C.M., I'm with you, buddy! I have also been raked over the coals on more than one occasion. I taught English so I know the rules. But how many folks speak perfect English? Not many. I found my own voice in writing. I think it makes for more interesting reading. I've read plenty of novels by college professors who stuck to the rules so much that the story was stilted, not as enjoyable. Why get bogged down in rules when you don't have to? I write because I love it and I have to do it. I'm having a blast. I'm glad to know there's someone else out there sticking to his guns. I'm proud to know you.
Gee, I never expected so much positive support, but as Ms Frasier says, we don't want to piss the editor off, expecially in my case, because I'm hoping to sell two more books to her.
Thanks to everyone for all your remarks. I never expected to see such a great response.
Well, Ms. Frasier is right that you should be careful. In my case, I haven't experienced getting much help from editors or anyone else, so I'm more inclined to snap back. However, as I said earlier, the sort of thing you mention is usually a copy editor's comment. Copy editors are not in the same class as editors when it comes to clout. Often that work is farmed out by the publisher. It's a kind of home industry, though some publishers have in-house copy editors. I'm guessing here, but my assumption is that editors are frequently young and ambitious to climb the publishing house ladder via acquiring bestselling books, while copy editors are older, perhaps retired from teaching, and do this part-time.

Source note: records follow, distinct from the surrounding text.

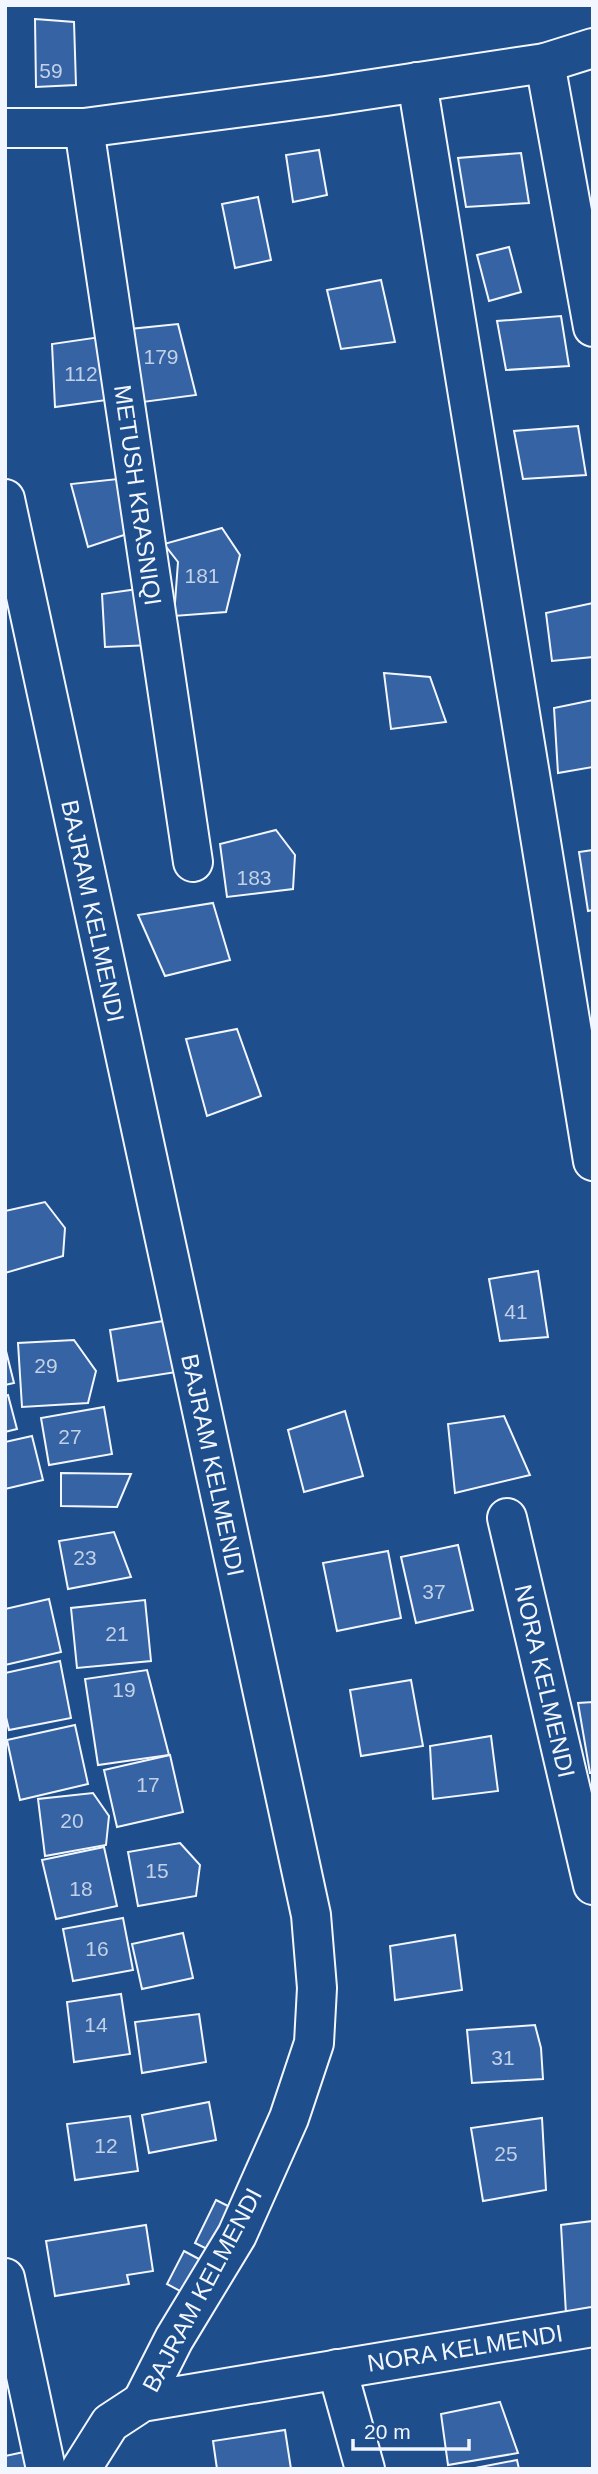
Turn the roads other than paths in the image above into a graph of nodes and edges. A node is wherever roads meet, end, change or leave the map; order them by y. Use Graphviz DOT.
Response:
graph roads {
  1 [pos="593,48"];
  2 [pos="545,63"];
  3 [pos="417,82"];
  4 [pos="5,128"];
  5 [pos="85,128"];
  6 [pos="593,327"];
  7 [pos="5,499"];
  8 [pos="193,862"];
  9 [pos="593,1161"];
  10 [pos="507,1518"];
  11 [pos="593,1885"];
  12 [pos="5,2278"];
  13 [pos="593,2327"];
  14 [pos="337,2369"];
  15 [pos="142,2402"];
  16 [pos="46,2469"];
  17 [pos="81,2469"];
  18 [pos="365,2469"];
  1 -- 2 [label="street"];
  2 -- 3 [label="street"];
  2 -- 6 [label="street"];
  3 -- 5 [label="street"];
  3 -- 9 [label="street"];
  4 -- 5 [label="street"];
  5 -- 8 [label="street, METUSH KRASNIQI"];
  7 -- 15 [label="street, BAJRAM KELMENDI"];
  10 -- 11 [label="street, NORA KELMENDI"];
  12 -- 16 [label="street"];
  13 -- 14 [label="street, NORA KELMENDI"];
  14 -- 15 [label="street, NORA KELMENDI"];
  14 -- 18 [label="street, NORA KELMENDI"];
  15 -- 17 [label="street, NORA KELMENDI"];
}
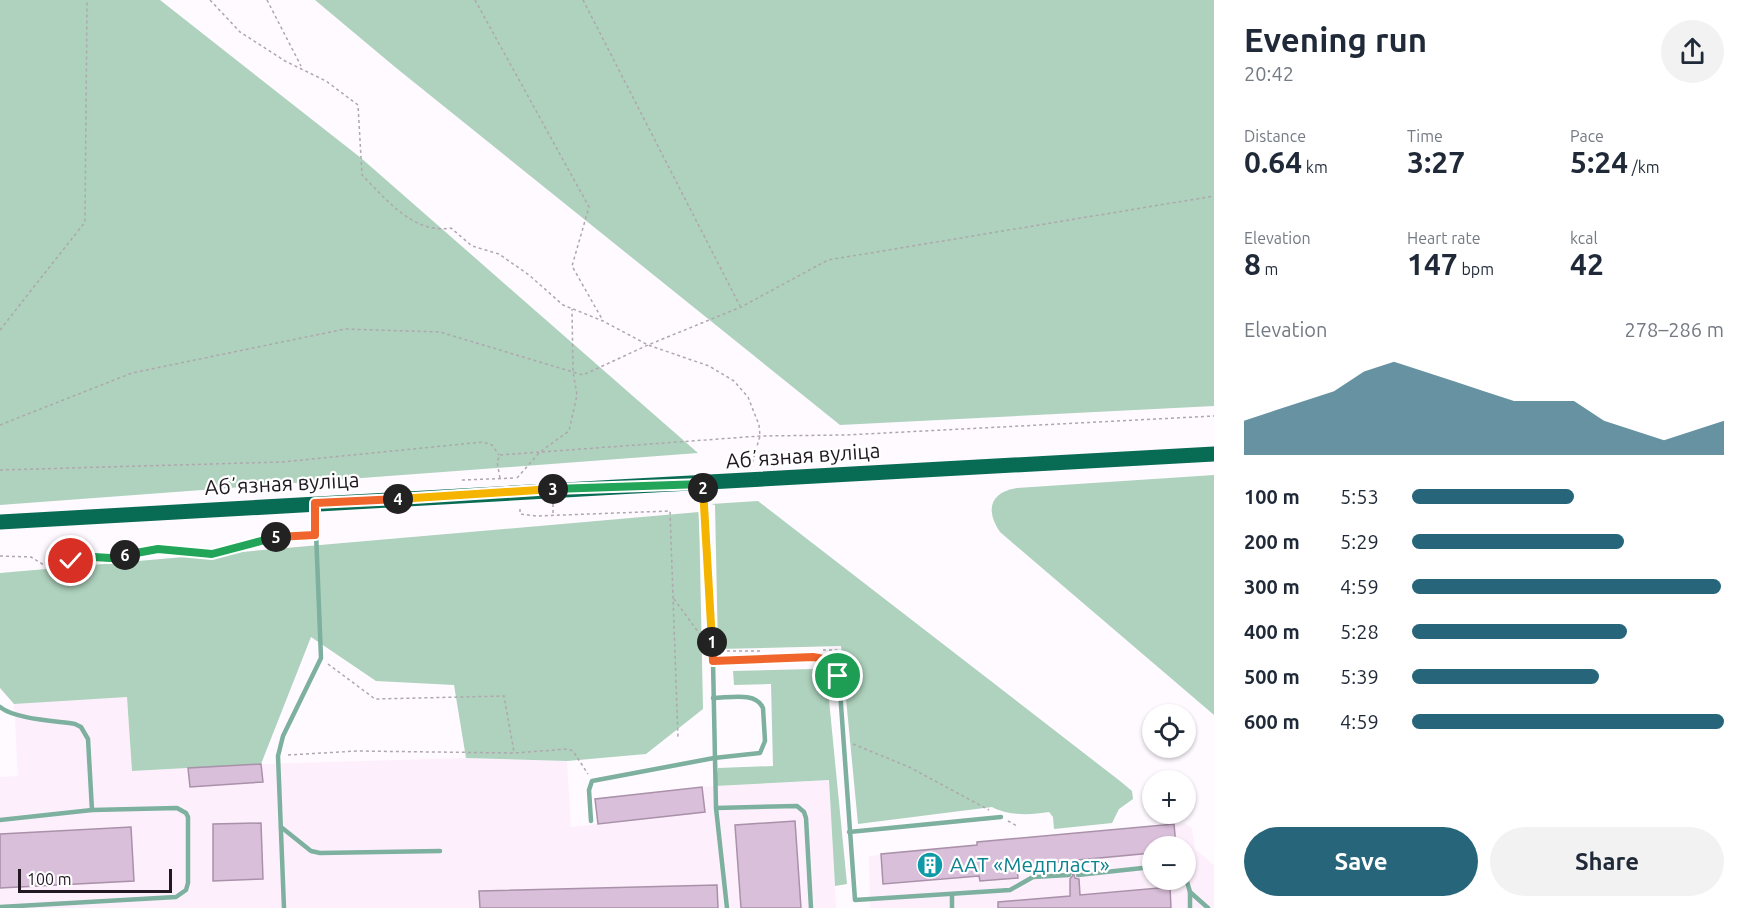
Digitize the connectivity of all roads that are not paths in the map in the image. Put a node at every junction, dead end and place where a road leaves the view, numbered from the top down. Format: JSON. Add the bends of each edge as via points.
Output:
{"nodes":[{"id":1,"x":1214,"y":454,"type":"edge"},
{"id":2,"x":703,"y":484,"type":"junction"},
{"id":3,"x":315,"y":503,"type":"junction"},
{"id":4,"x":0,"y":522,"type":"edge"},
{"id":5,"x":713,"y":661,"type":"junction"},
{"id":6,"x":713,"y":698,"type":"junction"},
{"id":7,"x":0,"y":707,"type":"edge"},
{"id":8,"x":714,"y":758,"type":"junction"},
{"id":9,"x":716,"y":808,"type":"junction"},
{"id":10,"x":92,"y":810,"type":"junction"},
{"id":11,"x":1001,"y":817,"type":"road end"},
{"id":12,"x":0,"y":820,"type":"edge"},
{"id":13,"x":591,"y":821,"type":"dead end"},
{"id":14,"x":281,"y":827,"type":"junction"},
{"id":15,"x":849,"y":832,"type":"junction"},
{"id":16,"x":440,"y":851,"type":"dead end"},
{"id":17,"x":1142,"y":868,"type":"edge"},
{"id":18,"x":1078,"y":874,"type":"dead end"},
{"id":19,"x":1069,"y":875,"type":"dead end"},
{"id":20,"x":1190,"y":892,"type":"joint"},
{"id":21,"x":952,"y":895,"type":"junction"},
{"id":22,"x":0,"y":907,"type":"edge"},
{"id":23,"x":284,"y":908,"type":"edge"},
{"id":24,"x":727,"y":908,"type":"edge"},
{"id":25,"x":811,"y":908,"type":"edge"},
{"id":26,"x":952,"y":908,"type":"edge"},
{"id":27,"x":1190,"y":908,"type":"edge"},
{"id":28,"x":1208,"y":908,"type":"edge"}],
"edges":[{"from":1,"to":2,"type":"main road","name":"Абʼязная вуліца"},
{"from":2,"to":3,"type":"main road","name":"Абʼязная вуліца"},
{"from":2,"to":5,"type":"lane"},
{"from":3,"to":4,"type":"main road","name":"Абʼязная вуліца"},
{"from":3,"to":14,"type":"lane","via":[[321,658],[283,736],[278,756]]},
{"from":5,"to":6,"type":"lane"},
{"from":5,"to":15,"type":"lane","via":[[813,657],[836,667]]},
{"from":6,"to":8,"type":"lane"},
{"from":6,"to":8,"type":"lane","via":[[757,700],[763,708],[765,741],[755,755]]},
{"from":7,"to":10,"type":"lane","via":[[15,714],[81,727],[88,740]]},
{"from":8,"to":9,"type":"lane"},
{"from":8,"to":13,"type":"lane","via":[[592,781]]},
{"from":9,"to":24,"type":"lane"},
{"from":9,"to":25,"type":"lane","via":[[801,808],[806,818]]},
{"from":10,"to":12,"type":"lane"},
{"from":10,"to":22,"type":"lane","via":[[177,808],[186,813],[186,890],[176,897]]},
{"from":11,"to":15,"type":"lane"},
{"from":14,"to":16,"type":"lane","via":[[311,851],[320,853]]},
{"from":14,"to":23,"type":"lane"},
{"from":15,"to":21,"type":"lane","via":[[855,900]]},
{"from":17,"to":18,"type":"lane"},
{"from":19,"to":21,"type":"lane","via":[[1033,877],[1010,890]]},
{"from":20,"to":27,"type":"lane"},
{"from":20,"to":28,"type":"lane"},
{"from":21,"to":26,"type":"lane"}]}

As for dealing with overly energetic copy editors (they do work extremely hard at filling every page with red corrections) when you have taught English: it's frustrating and irritating, but I'm a sensible creature and when I disagree, I check my handbooks. Having a STET stamp made helps.
In one instance I followed a misspelled work by (sic) in blue ink, and the editor asked what that was.
Frankly I couldn't agree more... just who the heck do these publishers think they are? GOD?

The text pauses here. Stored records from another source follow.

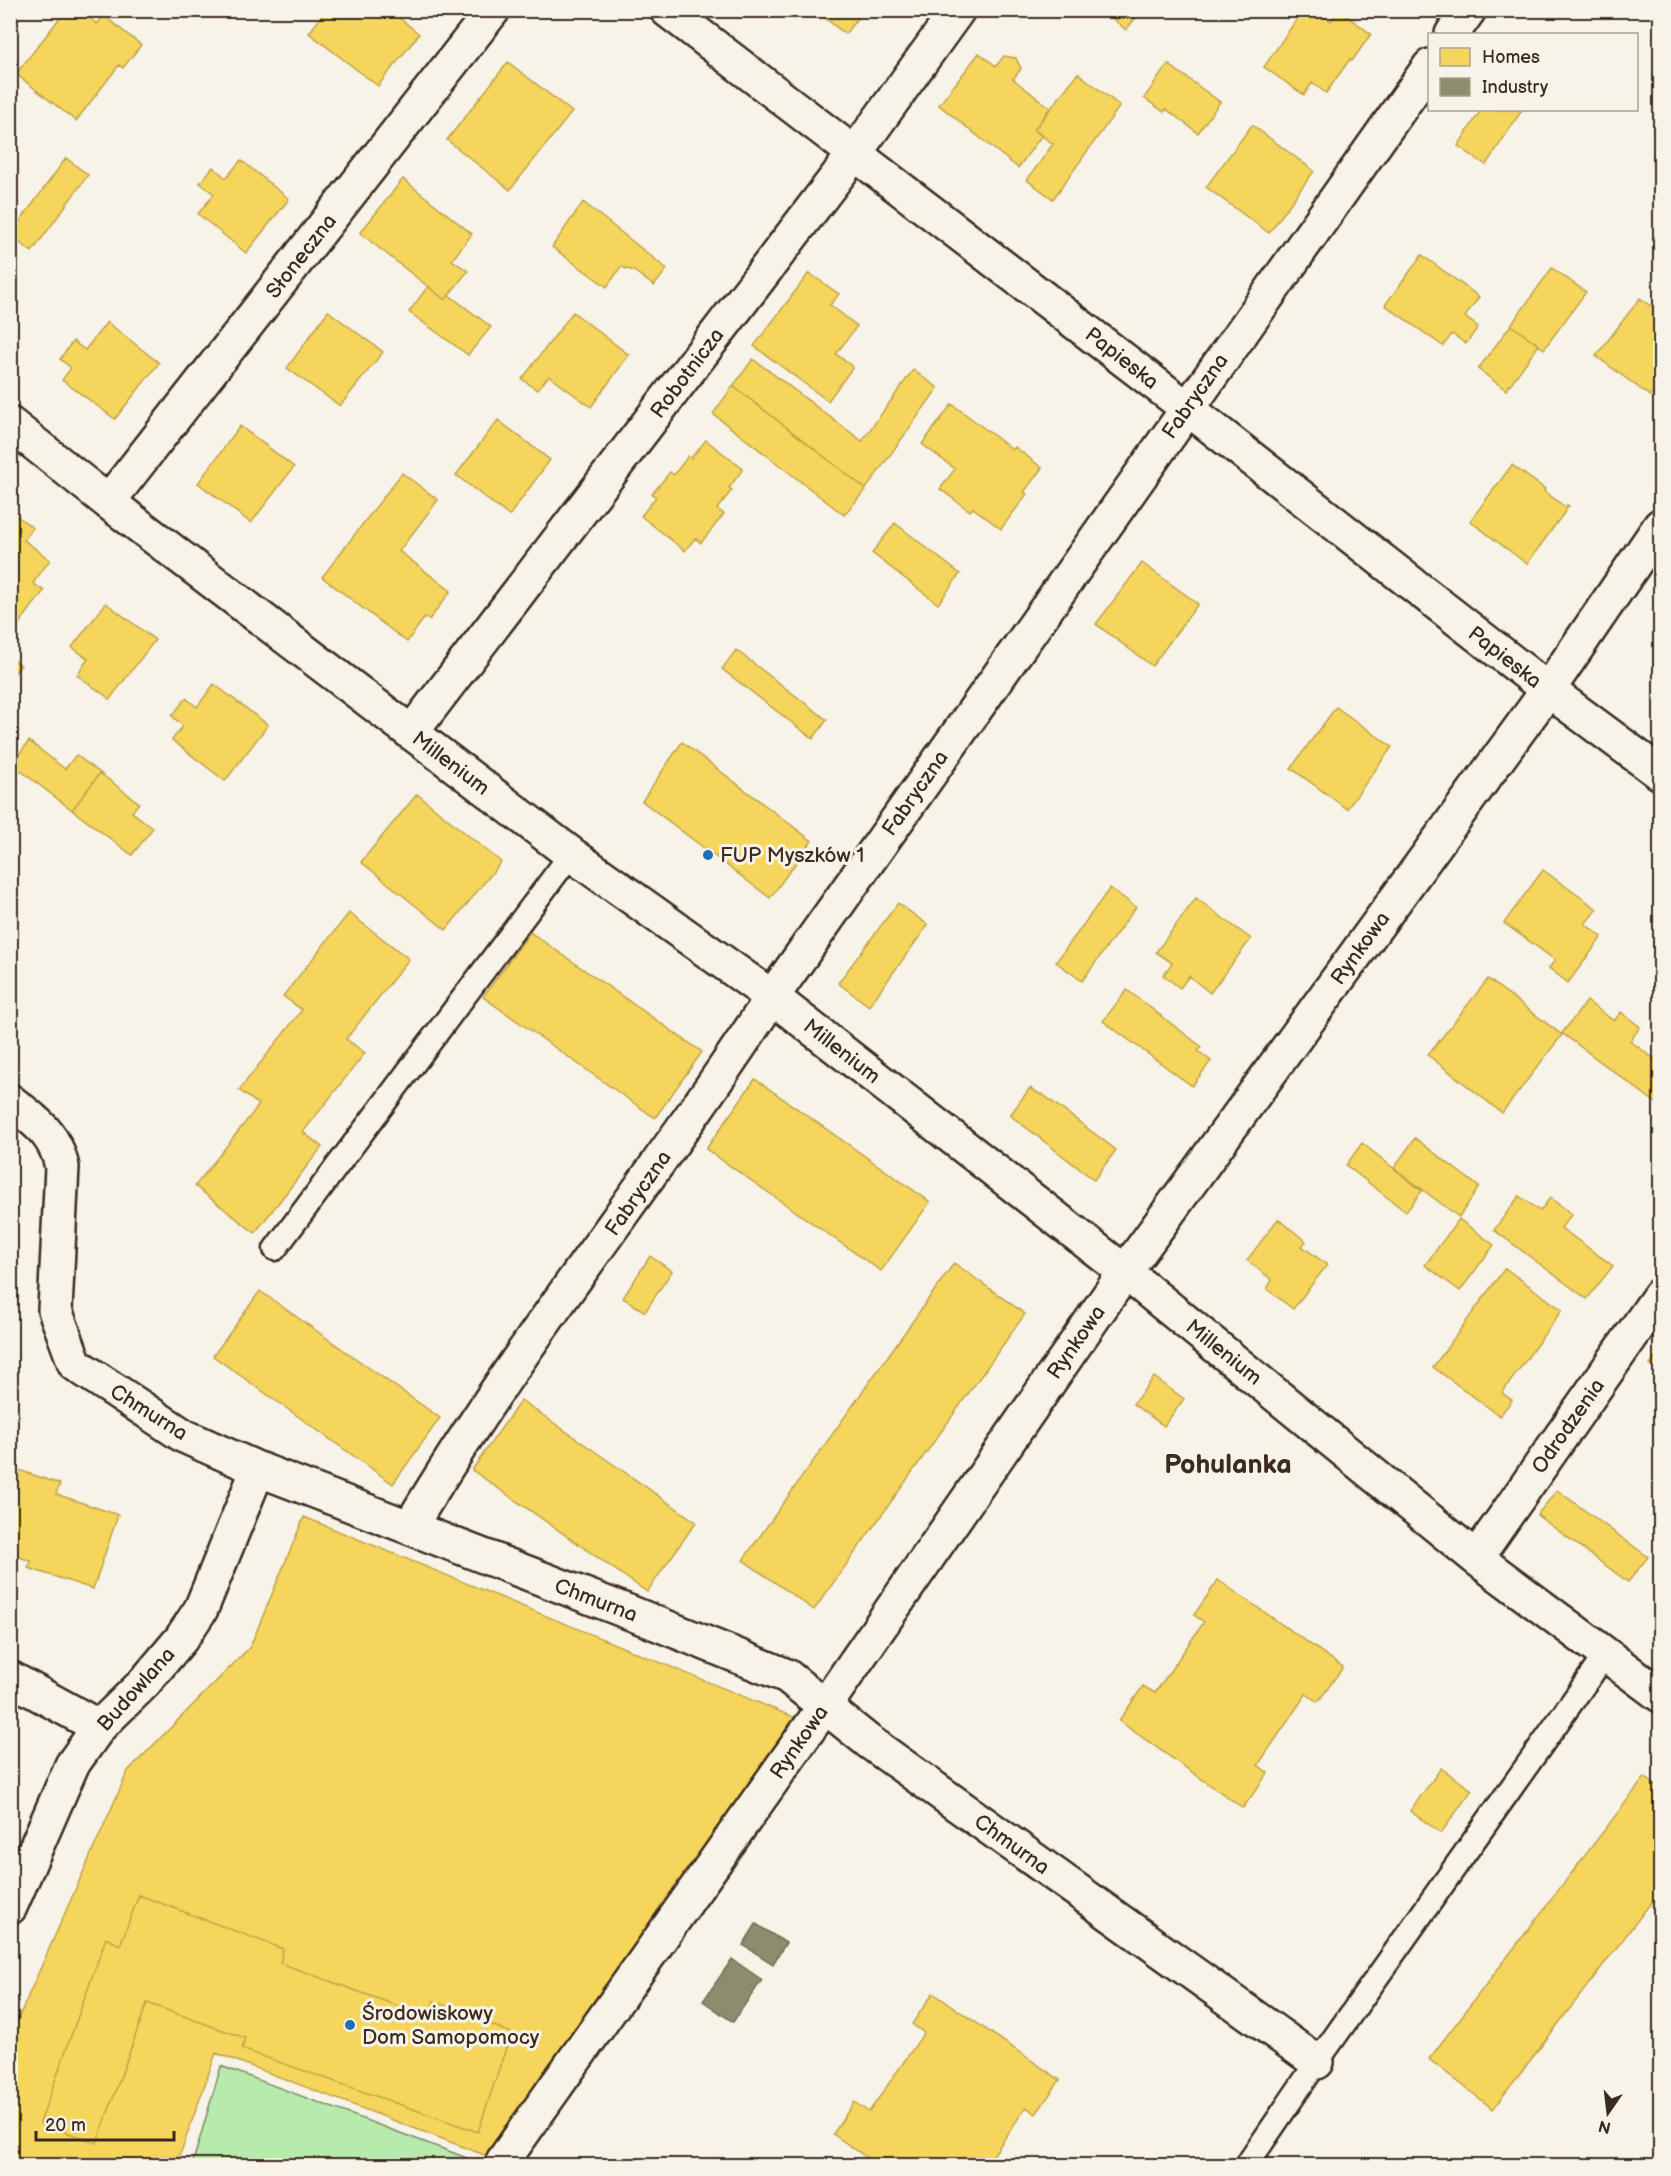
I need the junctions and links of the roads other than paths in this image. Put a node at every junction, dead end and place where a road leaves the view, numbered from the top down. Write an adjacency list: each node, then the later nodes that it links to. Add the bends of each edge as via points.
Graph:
1 (493, 10): 10 (street, Słoneczna)
2 (667, 10): 7 (street, Papieska)
3 (958, 10): 7 (street, Robotnicza)
4 (1469, 10): 5 (street)
5 (1453, 33)
6 (1428, 69): 8 (street, Fabryczna)
7 (855, 153): 8 (street, Papieska); 13 (street, Robotnicza)
8 (1187, 408): 12 (street, Papieska); 16 (street, Fabryczna)
9 (10, 424): 10 (street, Millenium)
10 (108, 502): 13 (street, Millenium)
11 (1660, 526): 12 (street, Rynkowa)
12 (1548, 690): 14 (street, Papieska); 19 (street, Rynkowa)
13 (411, 733): 15 (street, Millenium)
14 (1660, 773)
15 (571, 854): 16 (street, Millenium); 18 (lane)
16 (772, 997): 19 (street, Millenium); 22 (street, Fabryczna, via 516,1363)
17 (10, 1101): 21 (street, Chmurna, via 37,1122 58,1150 62,1167 55,1310 75,1364 184,1436)
18 (275, 1249)
19 (1125, 1272): 23 (street, Millenium); 27 (street, Rynkowa)
20 (1660, 1295): 23 (street, Odrodzenia)
21 (258, 1469): 22 (street, Chmurna); 28 (street, Budowlana, via 201,1609 144,1683)
22 (410, 1527): 27 (street, Chmurna, via 787,1676)
23 (1476, 1558): 24 (street, Millenium)
24 (1606, 1654): 26 (street, Millenium); 30 (lane)
25 (10, 1678): 28 (street)
26 (1660, 1695)
27 (825, 1706): 30 (street, Chmurna); 31 (street, Rynkowa)
28 (99, 1727): 29 (street, Budowlana, via 72,1765)
29 (10, 1908)
30 (1317, 2062): 32 (lane)
31 (502, 2166)
32 (1246, 2166)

I feel as you do C.M. what would be the point of writing an original piece of fiction, if you had to adhere to every single rule of grammar, punctuation etc., Often when I writing, I get a load of green lines beneath the text from the Microsft Word auto Grammar checker telling me the senetence is too long, or the way the sentence is structured is wrongly phrased. Sometimes I read through and make the suggested change, just in case when I send it off, the publisher/literary agent may think more kindly of my material, and it has a greater chance of going forward.
But as you say, how can something be original, if every story has to conform to certain rules? To me, that takes a great deal of the fullness of the plot and the characters away.
Umm, originality does not extend to making grammar mistakes -- not unless the character speaking it the type who would.
Correct grammar isn't always appropriate and if an editor doesn't get that then they're not doing the job right.

I wonder if Cormac McCarthy would have won the Pulitzer for THE ROAD if he used quotation marks for dialogue, put all his apostrophes back in and pulled out his out-of-place obscure words?

Well, probably, but it wouldn't have as much personality.